How JavaScript Runs

Before you write a line, know what actually runs it: the engine, the host, and how scripts load.

JavaScript5 min readConcept 1 of 62

An engine turns your source into running code

JavaScript is a high-level language that runs inside an engine: V8 in Chrome and Node, SpiderMonkey in Firefox, JavaScriptCore in Safari. You never run JS directly on the CPU; the engine does it for you.
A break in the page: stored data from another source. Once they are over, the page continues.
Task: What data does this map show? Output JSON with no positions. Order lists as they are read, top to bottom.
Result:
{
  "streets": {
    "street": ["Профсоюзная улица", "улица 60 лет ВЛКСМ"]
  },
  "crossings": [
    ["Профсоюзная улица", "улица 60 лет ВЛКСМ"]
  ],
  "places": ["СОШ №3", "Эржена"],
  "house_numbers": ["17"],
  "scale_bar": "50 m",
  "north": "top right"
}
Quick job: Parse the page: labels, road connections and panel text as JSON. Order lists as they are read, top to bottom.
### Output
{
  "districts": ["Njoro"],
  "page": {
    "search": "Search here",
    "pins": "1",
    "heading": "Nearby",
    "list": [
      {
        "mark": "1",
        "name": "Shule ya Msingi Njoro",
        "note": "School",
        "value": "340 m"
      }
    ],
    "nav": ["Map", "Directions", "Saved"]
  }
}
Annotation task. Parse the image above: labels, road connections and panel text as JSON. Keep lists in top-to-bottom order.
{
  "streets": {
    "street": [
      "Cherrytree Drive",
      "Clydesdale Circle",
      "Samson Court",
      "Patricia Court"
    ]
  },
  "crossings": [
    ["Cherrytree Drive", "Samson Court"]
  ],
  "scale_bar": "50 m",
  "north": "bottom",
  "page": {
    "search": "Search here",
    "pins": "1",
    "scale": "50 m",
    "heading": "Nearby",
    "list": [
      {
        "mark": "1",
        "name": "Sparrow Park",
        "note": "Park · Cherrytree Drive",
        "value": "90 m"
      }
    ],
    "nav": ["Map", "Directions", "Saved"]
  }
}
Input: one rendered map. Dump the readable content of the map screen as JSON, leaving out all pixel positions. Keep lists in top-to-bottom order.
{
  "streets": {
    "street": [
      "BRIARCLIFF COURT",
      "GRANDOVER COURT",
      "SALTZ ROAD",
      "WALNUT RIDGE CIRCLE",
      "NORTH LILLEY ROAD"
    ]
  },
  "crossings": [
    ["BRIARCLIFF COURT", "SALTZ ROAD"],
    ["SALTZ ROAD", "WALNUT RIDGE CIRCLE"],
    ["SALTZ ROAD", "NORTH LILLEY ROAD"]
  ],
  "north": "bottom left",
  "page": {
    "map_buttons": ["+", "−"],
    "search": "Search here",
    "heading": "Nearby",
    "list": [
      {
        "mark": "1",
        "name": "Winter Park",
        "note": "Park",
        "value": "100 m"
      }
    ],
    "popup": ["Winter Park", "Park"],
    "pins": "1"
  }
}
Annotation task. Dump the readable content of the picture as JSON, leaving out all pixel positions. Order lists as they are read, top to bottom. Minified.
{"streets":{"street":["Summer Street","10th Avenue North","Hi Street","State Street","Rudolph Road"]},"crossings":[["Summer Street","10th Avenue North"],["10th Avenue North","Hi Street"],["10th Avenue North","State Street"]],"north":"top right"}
The engine first parses your source text into a tree that represents its structure (an Abstract Syntax Tree). It then compiles that tree to bytecode and starts running it right away. This is why people say JS is just-in-time compiled, not purely interpreted.

While your code runs, the engine watches which functions run often (hot code) and recompiles those to optimized machine code for speed. If an assumption breaks, for example a variable that was always a number suddenly holds a string, it quietly falls back to the slower path.

The language is small; the host gives it powers

The JavaScript language itself (the ECMAScript standard) defines syntax, types, functions, and built-ins like Array and Math. It does not know what a web page or a file is.

Those abilities come from the host environment. In a browser you get document, fetch, setTimeout, and localStorage. In Node you get fs, process, and require. Same language, different powers.

Knowing this split saves real confusion: fetch failing in an old Node version is not a JavaScript problem, it is a host that did not provide that API. The language and its surroundings are separate layers.

Loading a script: default, defer, async, module

A plain <script src="..."> pauses HTML parsing while it downloads and runs. Put many at the top of <head> and the page stalls before anything paints.

<script defer> downloads in the background and runs after the HTML is fully parsed, in document order. This is the safe default for scripts that touch the page.

<script async> downloads in the background and runs the instant it is ready, which may be before or after parsing finishes, and in no guaranteed order. Use it for independent scripts like analytics.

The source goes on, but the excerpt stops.